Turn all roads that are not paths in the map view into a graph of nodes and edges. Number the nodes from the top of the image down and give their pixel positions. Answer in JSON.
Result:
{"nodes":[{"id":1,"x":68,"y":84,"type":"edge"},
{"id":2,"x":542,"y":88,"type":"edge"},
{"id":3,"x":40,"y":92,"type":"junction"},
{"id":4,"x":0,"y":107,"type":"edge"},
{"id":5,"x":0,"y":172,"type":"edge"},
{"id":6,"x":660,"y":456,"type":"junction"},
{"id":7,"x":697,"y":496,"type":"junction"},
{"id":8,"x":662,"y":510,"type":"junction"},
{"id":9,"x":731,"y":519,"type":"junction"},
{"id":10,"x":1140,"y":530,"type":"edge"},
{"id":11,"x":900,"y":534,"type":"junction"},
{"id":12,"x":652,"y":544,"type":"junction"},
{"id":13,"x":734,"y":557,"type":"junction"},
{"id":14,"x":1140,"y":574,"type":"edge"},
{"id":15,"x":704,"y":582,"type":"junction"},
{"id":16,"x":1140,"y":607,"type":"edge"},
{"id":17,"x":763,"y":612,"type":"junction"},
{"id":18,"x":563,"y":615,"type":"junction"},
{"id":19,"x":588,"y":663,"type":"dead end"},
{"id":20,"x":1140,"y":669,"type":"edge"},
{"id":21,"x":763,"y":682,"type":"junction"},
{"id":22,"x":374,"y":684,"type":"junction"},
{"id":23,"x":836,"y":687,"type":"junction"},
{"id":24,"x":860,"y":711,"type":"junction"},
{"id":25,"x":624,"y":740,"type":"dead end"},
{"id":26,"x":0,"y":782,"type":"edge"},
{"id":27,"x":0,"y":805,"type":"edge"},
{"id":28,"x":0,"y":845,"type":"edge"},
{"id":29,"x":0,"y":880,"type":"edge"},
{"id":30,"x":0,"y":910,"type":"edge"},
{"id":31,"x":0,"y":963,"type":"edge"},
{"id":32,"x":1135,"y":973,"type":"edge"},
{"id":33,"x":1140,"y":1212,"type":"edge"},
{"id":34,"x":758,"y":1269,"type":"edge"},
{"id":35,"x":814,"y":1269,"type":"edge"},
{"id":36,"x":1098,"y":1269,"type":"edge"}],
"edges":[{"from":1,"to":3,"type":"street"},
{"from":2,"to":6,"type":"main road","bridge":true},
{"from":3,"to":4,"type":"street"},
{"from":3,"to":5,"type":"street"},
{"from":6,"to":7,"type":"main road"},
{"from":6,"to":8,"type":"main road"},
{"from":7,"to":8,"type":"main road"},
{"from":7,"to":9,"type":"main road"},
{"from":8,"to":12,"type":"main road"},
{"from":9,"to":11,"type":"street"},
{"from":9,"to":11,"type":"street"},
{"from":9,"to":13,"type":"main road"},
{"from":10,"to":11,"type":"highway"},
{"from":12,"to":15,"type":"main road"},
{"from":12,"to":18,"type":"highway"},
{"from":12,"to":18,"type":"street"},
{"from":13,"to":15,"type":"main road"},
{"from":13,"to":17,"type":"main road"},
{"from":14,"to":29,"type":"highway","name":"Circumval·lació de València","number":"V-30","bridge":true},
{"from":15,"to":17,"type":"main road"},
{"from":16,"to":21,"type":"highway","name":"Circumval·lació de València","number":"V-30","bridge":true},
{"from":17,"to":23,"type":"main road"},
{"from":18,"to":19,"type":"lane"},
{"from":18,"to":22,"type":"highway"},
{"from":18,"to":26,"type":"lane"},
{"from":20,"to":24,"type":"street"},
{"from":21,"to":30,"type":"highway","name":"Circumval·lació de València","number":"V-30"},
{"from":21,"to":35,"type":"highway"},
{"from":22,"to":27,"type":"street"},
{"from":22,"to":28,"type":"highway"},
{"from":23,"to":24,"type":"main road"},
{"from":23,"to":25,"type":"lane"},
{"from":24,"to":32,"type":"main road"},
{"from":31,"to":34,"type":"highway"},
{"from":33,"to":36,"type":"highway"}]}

◆ ◆ ◆

What is being asked:
The lines above that hold the word "Circumval" are the ones to copy.

Reply:
{"from":14,"to":29,"type":"highway","name":"Circumval·lació de València","number":"V-30","bridge":true},
{"from":16,"to":21,"type":"highway","name":"Circumval·lació de València","number":"V-30","bridge":true},
{"from":21,"to":30,"type":"highway","name":"Circumval·lació de València","number":"V-30"},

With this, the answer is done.